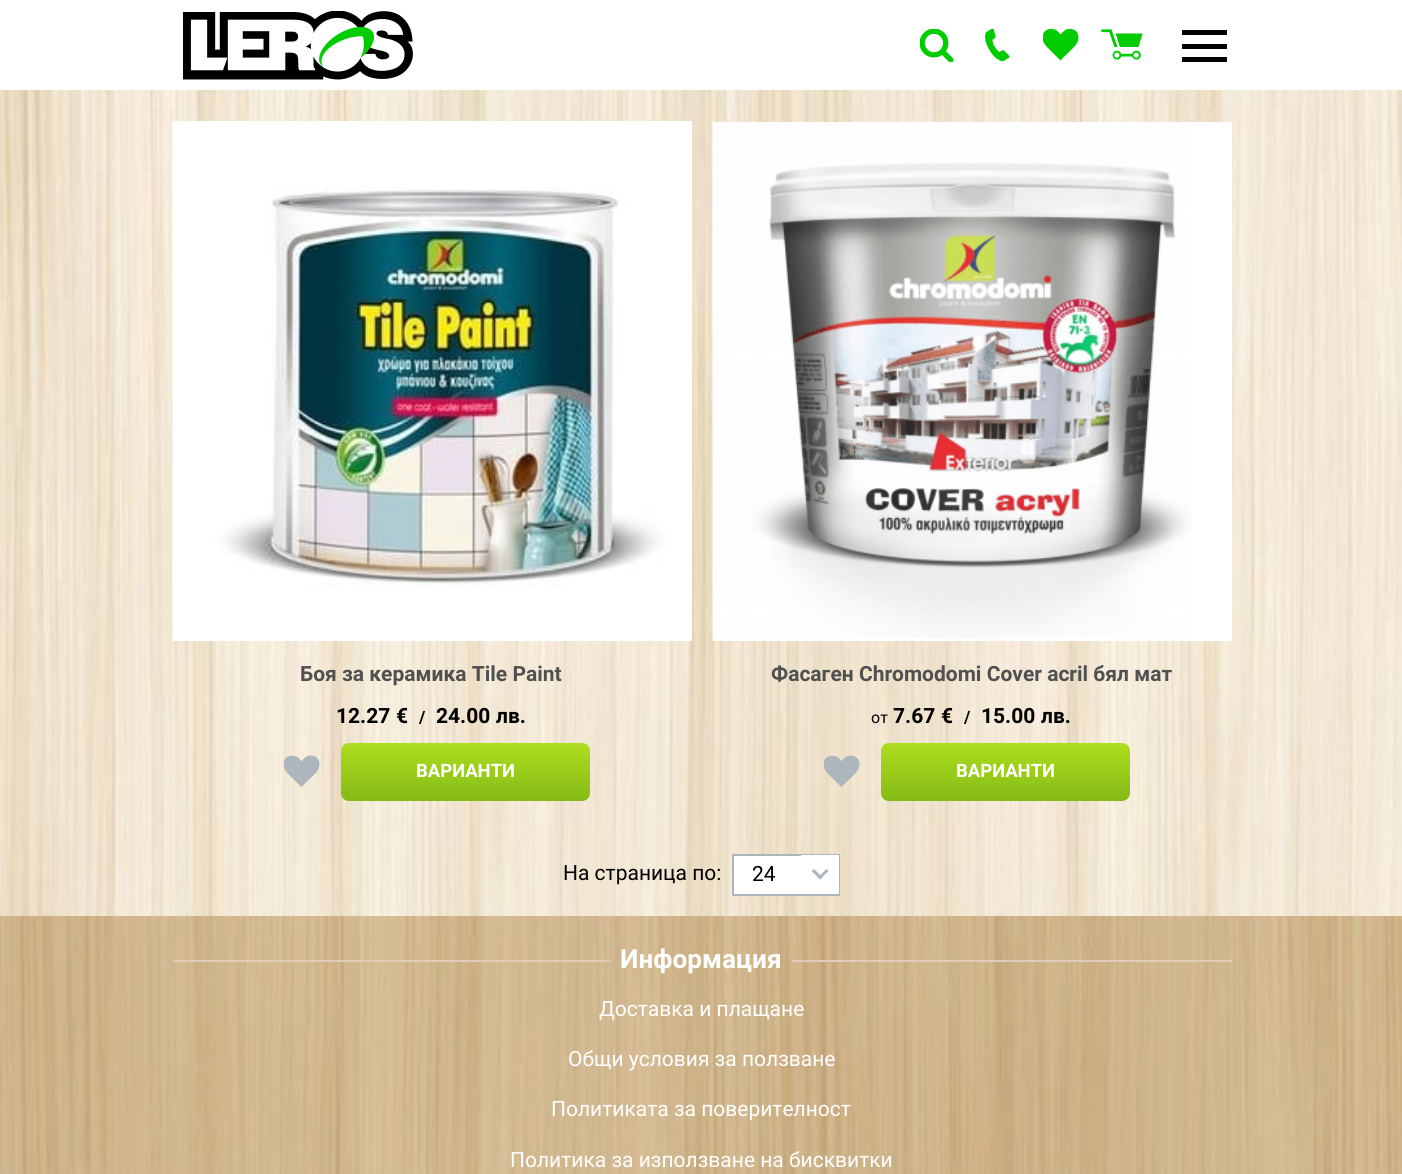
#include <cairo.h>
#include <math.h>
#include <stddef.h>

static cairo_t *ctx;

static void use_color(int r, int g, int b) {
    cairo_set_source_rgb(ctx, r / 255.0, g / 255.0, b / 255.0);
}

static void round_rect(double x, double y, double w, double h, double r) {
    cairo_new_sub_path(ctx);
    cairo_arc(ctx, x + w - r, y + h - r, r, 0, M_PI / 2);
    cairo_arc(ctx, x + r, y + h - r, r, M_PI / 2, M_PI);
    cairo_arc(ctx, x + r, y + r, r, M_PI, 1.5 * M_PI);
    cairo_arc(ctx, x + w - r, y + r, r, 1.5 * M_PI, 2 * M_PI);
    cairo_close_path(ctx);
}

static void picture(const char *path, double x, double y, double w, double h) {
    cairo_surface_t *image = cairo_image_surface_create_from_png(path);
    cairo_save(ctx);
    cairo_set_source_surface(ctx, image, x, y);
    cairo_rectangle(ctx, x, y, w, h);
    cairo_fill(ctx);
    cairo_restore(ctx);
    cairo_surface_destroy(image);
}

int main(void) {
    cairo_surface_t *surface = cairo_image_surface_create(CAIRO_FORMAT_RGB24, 1402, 1174);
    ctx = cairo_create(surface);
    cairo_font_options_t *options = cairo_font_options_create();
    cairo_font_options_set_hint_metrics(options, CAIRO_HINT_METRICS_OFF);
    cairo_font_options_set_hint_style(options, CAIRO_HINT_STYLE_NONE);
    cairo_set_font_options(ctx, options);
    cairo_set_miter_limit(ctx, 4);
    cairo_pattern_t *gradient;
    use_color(255, 255, 255);
    cairo_paint(ctx);
    picture("img1.png", 0, 90, 1402, 826);
    picture("img2.png", 183, 11, 230, 69);
    picture("img3.png", 920, 29, 34, 33);
    picture("img4.png", 985, 29, 25, 33);
    picture("img5.png", 1043, 28, 36, 33);
    picture("img6.png", 1101, 29, 42, 31);
    use_color(0, 0, 0);
    cairo_rectangle(ctx, 1182, 44, 45, 5);
    cairo_fill(ctx);
    cairo_rectangle(ctx, 1182, 30, 45, 5);
    cairo_fill(ctx);
    cairo_rectangle(ctx, 1182, 57, 45, 5);
    cairo_fill(ctx);
    use_color(255, 255, 255);
    cairo_rectangle(ctx, 173, 122, 519, 519);
    cairo_fill(ctx);
    picture("img7.png", 172, 121, 520, 519);
    cairo_select_font_face(ctx, "Roboto", CAIRO_FONT_SLANT_NORMAL, CAIRO_FONT_WEIGHT_BOLD);
    cairo_set_font_size(ctx, 21);
    use_color(80, 80, 80);
    cairo_move_to(ctx, 300, 681);
    cairo_show_text(ctx, "Боя за керамика Tile Paint");
    use_color(0, 0, 0);
    cairo_move_to(ctx, 336, 723);
    cairo_show_text(ctx, "12.27");
    cairo_move_to(ctx, 396, 723);
    cairo_show_text(ctx, "€");
    cairo_set_font_size(ctx, 17);
    cairo_move_to(ctx, 419, 723);
    cairo_show_text(ctx, "/");
    cairo_set_font_size(ctx, 21);
    cairo_move_to(ctx, 436, 723);
    cairo_show_text(ctx, "24.00");
    cairo_move_to(ctx, 496, 723);
    cairo_show_text(ctx, "лв.");
    picture("img8.png", 284, 755, 36, 32);
    gradient = cairo_pattern_create_linear(465, 743, 465, 830);
    cairo_pattern_add_color_stop_rgba(gradient, 0, 0.682, 0.871, 0.122, 1);
    cairo_pattern_add_color_stop_rgba(gradient, 1, 0.439, 0.659, 0.067, 1);
    cairo_set_source(ctx, gradient);
    cairo_pattern_destroy(gradient);
    round_rect(341, 743, 249, 58, 8);
    cairo_fill(ctx);
    cairo_set_font_size(ctx, 18.5);
    use_color(255, 255, 255);
    cairo_move_to(ctx, 416, 777);
    cairo_show_text(ctx, "ВАРИАНТИ");
    cairo_rectangle(ctx, 713, 122, 519, 519);
    cairo_fill(ctx);
    picture("img9.png", 712, 122, 480, 517);
    cairo_set_font_size(ctx, 21);
    use_color(80, 80, 80);
    cairo_move_to(ctx, 771, 681);
    cairo_show_text(ctx, "Фасаген Chromodomi Cover acril бял мат");
    cairo_select_font_face(ctx, "Roboto", CAIRO_FONT_SLANT_NORMAL, CAIRO_FONT_WEIGHT_NORMAL);
    cairo_set_font_size(ctx, 16);
    use_color(0, 0, 0);
    cairo_move_to(ctx, 871, 723);
    cairo_show_text(ctx, "от");
    cairo_select_font_face(ctx, "Roboto", CAIRO_FONT_SLANT_NORMAL, CAIRO_FONT_WEIGHT_BOLD);
    cairo_set_font_size(ctx, 21);
    cairo_move_to(ctx, 893, 723);
    cairo_show_text(ctx, "7.67");
    cairo_move_to(ctx, 941, 723);
    cairo_show_text(ctx, "€");
    cairo_set_font_size(ctx, 17);
    cairo_move_to(ctx, 964, 723);
    cairo_show_text(ctx, "/");
    cairo_set_font_size(ctx, 21);
    cairo_move_to(ctx, 981, 723);
    cairo_show_text(ctx, "15.00");
    cairo_move_to(ctx, 1041, 723);
    cairo_show_text(ctx, "лв.");
    picture("img10.png", 824, 755, 36, 32);
    gradient = cairo_pattern_create_linear(1005, 743, 1005, 830);
    cairo_pattern_add_color_stop_rgba(gradient, 0, 0.682, 0.871, 0.122, 1);
    cairo_pattern_add_color_stop_rgba(gradient, 1, 0.439, 0.659, 0.067, 1);
    cairo_set_source(ctx, gradient);
    cairo_pattern_destroy(gradient);
    round_rect(881, 743, 249, 58, 8);
    cairo_fill(ctx);
    cairo_set_font_size(ctx, 18.5);
    use_color(255, 255, 255);
    cairo_move_to(ctx, 956, 777);
    cairo_show_text(ctx, "ВАРИАНТИ");
    cairo_select_font_face(ctx, "Roboto", CAIRO_FONT_SLANT_NORMAL, CAIRO_FONT_WEIGHT_NORMAL);
    cairo_set_font_size(ctx, 21);
    use_color(0, 0, 0);
    cairo_move_to(ctx, 563, 880);
    cairo_show_text(ctx, "На страница по:");
    use_color(255, 255, 255);
    cairo_rectangle(ctx, 734, 856, 67, 38);
    cairo_fill(ctx);
    cairo_rectangle(ctx, 733, 855, 106, 40);
    use_color(173, 181, 189);
    cairo_stroke(ctx);
    use_color(0, 0, 0);
    cairo_move_to(ctx, 752, 881);
    cairo_show_text(ctx, "24");
    use_color(255, 255, 255);
    cairo_rectangle(ctx, 801, 855, 38, 39);
    cairo_fill(ctx);
    use_color(173, 181, 189);
    cairo_new_path(ctx);
    cairo_move_to(ctx, 826.5, 869);
    cairo_line_to(ctx, 828.5, 871);
    cairo_line_to(ctx, 820, 879.5);
    cairo_line_to(ctx, 818, 877.5);
    cairo_close_path(ctx);
    cairo_fill(ctx);
    cairo_new_path(ctx);
    cairo_move_to(ctx, 814, 869);
    cairo_line_to(ctx, 822.5, 877.5);
    cairo_line_to(ctx, 820, 879.5);
    cairo_line_to(ctx, 811.5, 871);
    cairo_close_path(ctx);
    cairo_fill(ctx);
    picture("img11.png", 0, 916, 1402, 258);
    use_color(225, 205, 183);
    cairo_rectangle(ctx, 173, 960, 438, 2);
    cairo_fill(ctx);
    cairo_select_font_face(ctx, "Roboto", CAIRO_FONT_SLANT_NORMAL, CAIRO_FONT_WEIGHT_BOLD);
    cairo_set_font_size(ctx, 26.25);
    use_color(255, 255, 255);
    cairo_move_to(ctx, 620, 968);
    cairo_show_text(ctx, "Информация");
    use_color(225, 205, 183);
    cairo_rectangle(ctx, 792, 960, 440, 2);
    cairo_fill(ctx);
    cairo_select_font_face(ctx, "Roboto", CAIRO_FONT_SLANT_NORMAL, CAIRO_FONT_WEIGHT_NORMAL);
    cairo_set_font_size(ctx, 21);
    use_color(255, 255, 255);
    cairo_move_to(ctx, 599, 1016);
    cairo_show_text(ctx, "Доставка и плащане");
    cairo_move_to(ctx, 568, 1066);
    cairo_show_text(ctx, "Общи условия за ползване");
    cairo_move_to(ctx, 551, 1116);
    cairo_show_text(ctx, "Политиката за поверителност");
    cairo_move_to(ctx, 510, 1167);
    cairo_show_text(ctx, "Политика за използване на бисквитки");
    cairo_surface_write_to_png(surface, "result.png");
    cairo_font_options_destroy(options);
    cairo_destroy(ctx);
    cairo_surface_destroy(surface);
    return 0;
}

◇ ◇ ◇

▶ TASK INSTRUCTIONS
Gather every line from the listing above in which "double" appears, and copy those lines.

▶ TASK OUTPUT
static void round_rect(double x, double y, double w, double h, double r) {
static void picture(const char *path, double x, double y, double w, double h) {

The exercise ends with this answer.